Information about project titled 'Modelling relative training load and injury risk'
Modelling relative training load and injury risk
| Details about the project - category | Details about the project - value |
|---|---|
| Project status: | Published |
| Project manager: | Lena Kristin Bache-Mathiesen |
| Supervisor(s): | Morten Wang Fagerland, Thor Einar Andersen |
| Coworker(s): | Ben Clarsen, Karim Chamari, Torstein Dalen-Lorentsen |
Description
Background: Researchers strive to determine causes of sports injury, especially causes we can intervene on. One potential cause of injury is training load: the short- and long-term exposure to physical activity. Experts theorize that short-term, recent training load relative to long-term, past training load—known as relative training load—contributes to injury risk. Such theories have, due to statistical limitations, been difficult to test. Traditionally, analysts calculate a ratio between recent and past training loads, which cannot handle training loads of 0. Unless we improve the statistical tools, how relative training load affects injury risk will continue to be difficult to determine, and therefore, the potential of training load interventions will not be developed to full capability.

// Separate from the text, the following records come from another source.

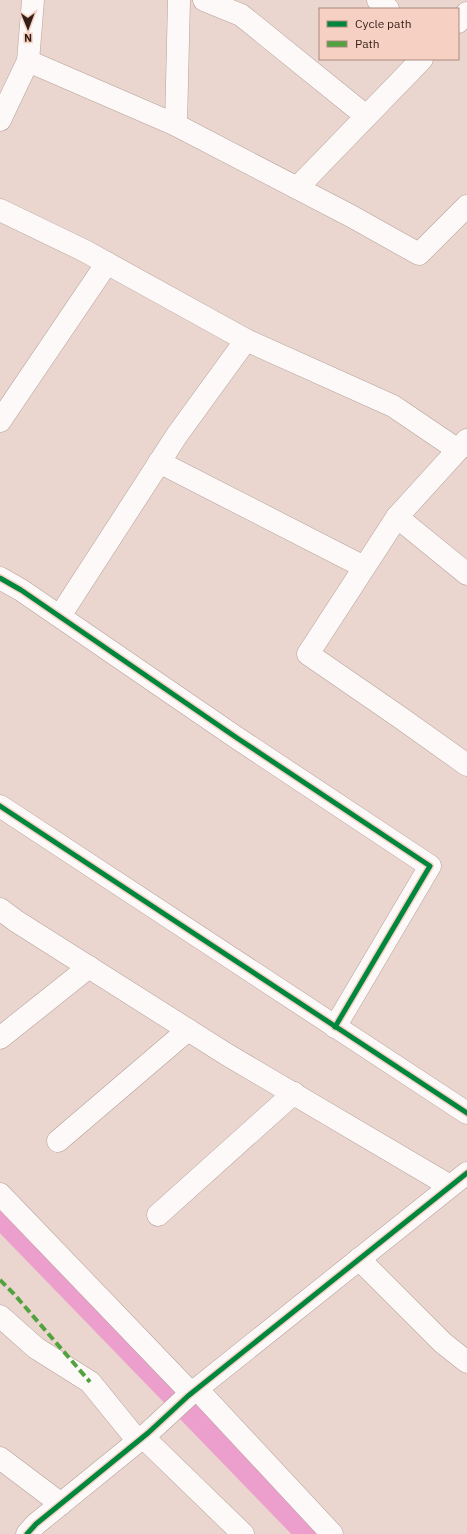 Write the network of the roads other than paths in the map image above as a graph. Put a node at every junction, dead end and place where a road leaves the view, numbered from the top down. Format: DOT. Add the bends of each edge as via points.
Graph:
graph roads {
  1 [pos="33,0"];
  2 [pos="179,0"];
  3 [pos="204,0"];
  4 [pos="378,0"];
  5 [pos="387,8"];
  6 [pos="467,12"];
  7 [pos="459,21"];
  8 [pos="421,60"];
  9 [pos="28,61"];
  10 [pos="366,116"];
  11 [pos="0,120"];
  12 [pos="176,125"];
  13 [pos="297,188"];
  14 [pos="467,206"];
  15 [pos="0,210"];
  16 [pos="107,263"];
  17 [pos="246,340"];
  18 [pos="0,422"];
  19 [pos="462,445"];
  20 [pos="159,462"];
  21 [pos="397,517"];
  22 [pos="364,567"];
  23 [pos="467,574"];
  24 [pos="0,578"];
  25 [pos="60,616"];
  26 [pos="467,765"];
  27 [pos="0,806"];
  28 [pos="0,909"];
  29 [pos="89,967"];
  30 [pos="335,1027"];
  31 [pos="188,1030"];
  32 [pos="0,1038"];
  33 [pos="294,1093"];
  34 [pos="467,1113"];
  35 [pos="58,1141"];
  36 [pos="460,1183"];
  37 [pos="0,1194"];
  38 [pos="158,1215"];
  39 [pos="359,1259"];
  40 [pos="0,1316"];
  41 [pos="467,1362"];
  42 [pos="192,1393"];
  43 [pos="143,1437"];
  44 [pos="0,1458"];
  45 [pos="61,1504"];
  46 [pos="27,1534"];
  47 [pos="243,1534"];
  48 [pos="332,1534"];
  1 -- 9 [label="street"];
  2 -- 12 [label="street"];
  3 -- 10 [label="street" via="241,15"];
  4 -- 5 [label="street"];
  6 -- 7 [label="street"];
  8 -- 10 [label="street"];
  9 -- 11 [label="street"];
  9 -- 12 [label="street"];
  10 -- 13 [label="street"];
  12 -- 13 [label="street"];
  13 -- 14 [label="street" via="419,254"];
  15 -- 16 [label="street"];
  16 -- 17 [label="street"];
  16 -- 18 [label="street"];
  17 -- 19 [label="street" via="393,406"];
  17 -- 20 [label="street"];
  19 -- 21 [label="street"];
  20 -- 22 [label="street"];
  20 -- 25 [label="street"];
  21 -- 22 [label="street"];
  21 -- 23 [label="street"];
  22 -- 26 [label="street" via="308,654"];
  24 -- 25 [label="street"];
  25 -- 30 [label="street" via="430,866"];
  27 -- 30 [label="street"];
  28 -- 29 [label="street"];
  29 -- 31 [label="street"];
  29 -- 32 [label="street"];
  30 -- 34 [label="street"];
  31 -- 33 [label="street"];
  31 -- 35 [label="street"];
  33 -- 36 [label="street"];
  33 -- 38 [label="street"];
  36 -- 39 [label="street"];
  37 -- 42 [label="street"];
  39 -- 41 [label="street" via="443,1343"];
  39 -- 42 [label="street"];
  40 -- 43 [label="street" via="36,1348 90,1382"];
  42 -- 43 [label="street"];
  42 -- 48 [label="street"];
  43 -- 45 [label="street"];
  43 -- 47 [label="street"];
  44 -- 45 [label="street"];
  45 -- 46 [label="street"];
}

Aim: First,to demonstrate how modelling recent and past training loads separately, without calculating a ratio, is a potential approach to modelling relative training load and injury risk. Second, to see if recent and past training loads interact in their association with injury risk in football.
Methods: We ran a mixed model on two football datasets: Qatar Stars League (QSL, 1 465 players, 1 977 injuries), and Norwegian U-19 football (81 players, 60 injuries). The outcome was injury (yes/no). The independent variables were the recent and past training load, with an interaction between them. Recent training load was defined as the current day, while past training load was a cumulative effect of the previous 27 days (4 weeks). For the QSL model, training load was measured with the minutes in activity; for the Norwegian model, it was the minutes in activity multiplied by the player’s perceived intensity of the activity on a scale from 1 to 10 (sRPE).
Results: Both models demonstrated the lowest injury risk at medium levels of long-term, past training load, intermediate risk at high levels of past training load, and highest risk at low levels of past training load. This pattern changed for each level of short-term, recent training load, also demonstrating an interaction between recent and past training load.
Conclusion: Recent and past training load can be modelled separately to determine the relationship between relative training load and injury risk. Researchers should consider the potential for an interaction between recent and past training load.